The crown shyness is a phenomenon observed in specific tree species, in which a canopy with channel-like-gaps is shaped after the crowns of fully stocked trees do not touch each other. The crown shyness is usually used by environmentalists to prove a kind of tree's consciousness. If you use crown shyness as a metaphorical gap between the film-maker and one's audience, you can understand why the engagement with the documentary can be initiated but not be fully satisfied with resonance.

The "ground under repair" is the most illuminating visualization and generally conceptualization through whose inspection the audience can grasp how we, humans, change our environment to fit it into aesthetic boundaries(Bourdieu 1984).

It is not only the filming or the editing that crystallize the conceptualization of the film-maker about the multiplicity of the possible films to be produced, but the perception of the film by wider audiences which can interact and contribute to the film itself and thus to the film-ethnographer(Banks and Zeitlyn 2015: 25). The social scientists are not exclusively extraordinary spectators due to their social interpretation of the world around them. On their hand their audiences are called to resonate with an issue which does not necessarily concern their habits or their reality(Wikan 1992).

Even though I enjoy equally extraordinary documentaries  about environmental issues such as An Inconvenient truth(2006) in which Al Gore, an American ex-leading politician is rallying on global basis for less dependence on fossil fuels and the respect of international environmental protocols or the Windfall(2010) which follows the locally negotiated issue of the establishment of wind farms in Rural Meredith, New York, I had to deal with different audiences.
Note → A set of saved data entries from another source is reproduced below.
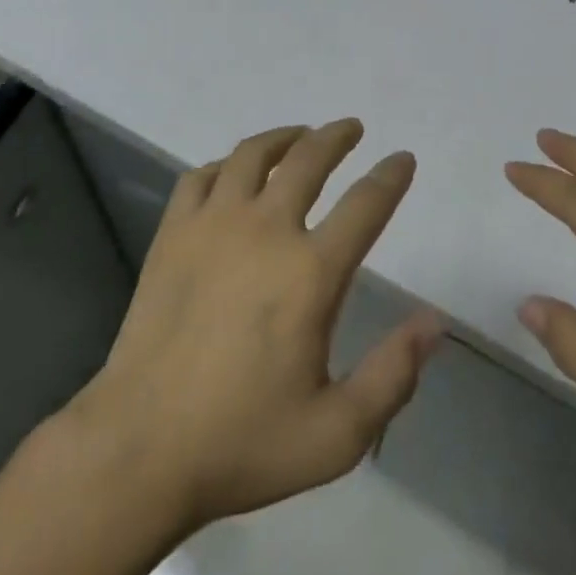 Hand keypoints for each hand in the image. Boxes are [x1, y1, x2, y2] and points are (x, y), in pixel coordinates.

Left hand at [64, 120, 443, 530]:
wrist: (141, 447)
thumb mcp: (336, 434)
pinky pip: (203, 175)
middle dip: (336, 137)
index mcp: (310, 272)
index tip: (403, 159)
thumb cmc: (243, 442)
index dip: (391, 176)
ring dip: (283, 137)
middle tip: (351, 128)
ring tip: (299, 135)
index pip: (365, 205)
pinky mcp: (173, 232)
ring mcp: (213, 224)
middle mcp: (265, 230)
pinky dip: (226, 164)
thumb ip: (393, 375)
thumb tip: (434, 323)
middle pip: (309, 159)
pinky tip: (234, 172)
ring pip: (254, 155) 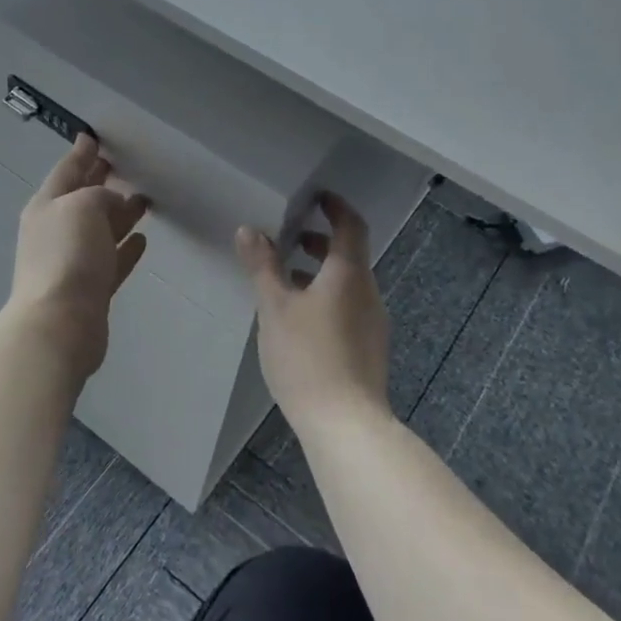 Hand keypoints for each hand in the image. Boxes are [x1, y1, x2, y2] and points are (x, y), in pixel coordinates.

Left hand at [8, 134, 148, 380]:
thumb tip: (113, 204)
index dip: (81, 154)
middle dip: (99, 182)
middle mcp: (56, 231)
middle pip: (82, 200)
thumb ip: (99, 195)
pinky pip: (111, 260)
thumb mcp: (83, 206)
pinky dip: (125, 248)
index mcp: (47, 206)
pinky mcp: (91, 289)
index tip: (93, 138)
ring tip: (144, 200)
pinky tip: (142, 240)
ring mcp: (73, 262)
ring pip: (100, 230)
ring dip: (119, 214)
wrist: (60, 322)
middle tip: (120, 165)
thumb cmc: (68, 255)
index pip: (66, 172)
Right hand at [236, 193, 392, 434]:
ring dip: (320, 271)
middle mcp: (368, 292)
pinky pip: (348, 306)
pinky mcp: (369, 348)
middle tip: (289, 238)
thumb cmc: (307, 357)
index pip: (351, 226)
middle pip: (350, 255)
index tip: (316, 197)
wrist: (345, 423)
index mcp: (349, 274)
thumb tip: (248, 230)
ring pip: (348, 283)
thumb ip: (263, 266)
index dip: (335, 207)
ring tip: (285, 279)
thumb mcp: (275, 307)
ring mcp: (373, 322)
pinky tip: (300, 319)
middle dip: (320, 241)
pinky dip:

The first watchers were of course my editing colleagues, but the targeted audience for me are the incoming students of any academic interest, and ultimately the estates' management of the University of Kent. The former are called by the film to engage with the environment around them and question the archetypal stereotypes on nature, while the latter are called to put into public discussion and if possible reconsider their plans of modifications on campus's forestry. The most of my colleagues wondered why they had not observed this situation which had started much before unraveling on common view. They also complained that they did not capture the central message of the "documentary". Adriana asked me "So is the coppicing positive or negative for the forest itself?",  "What you want from your audience, to become distressed? If this is what you want you have it".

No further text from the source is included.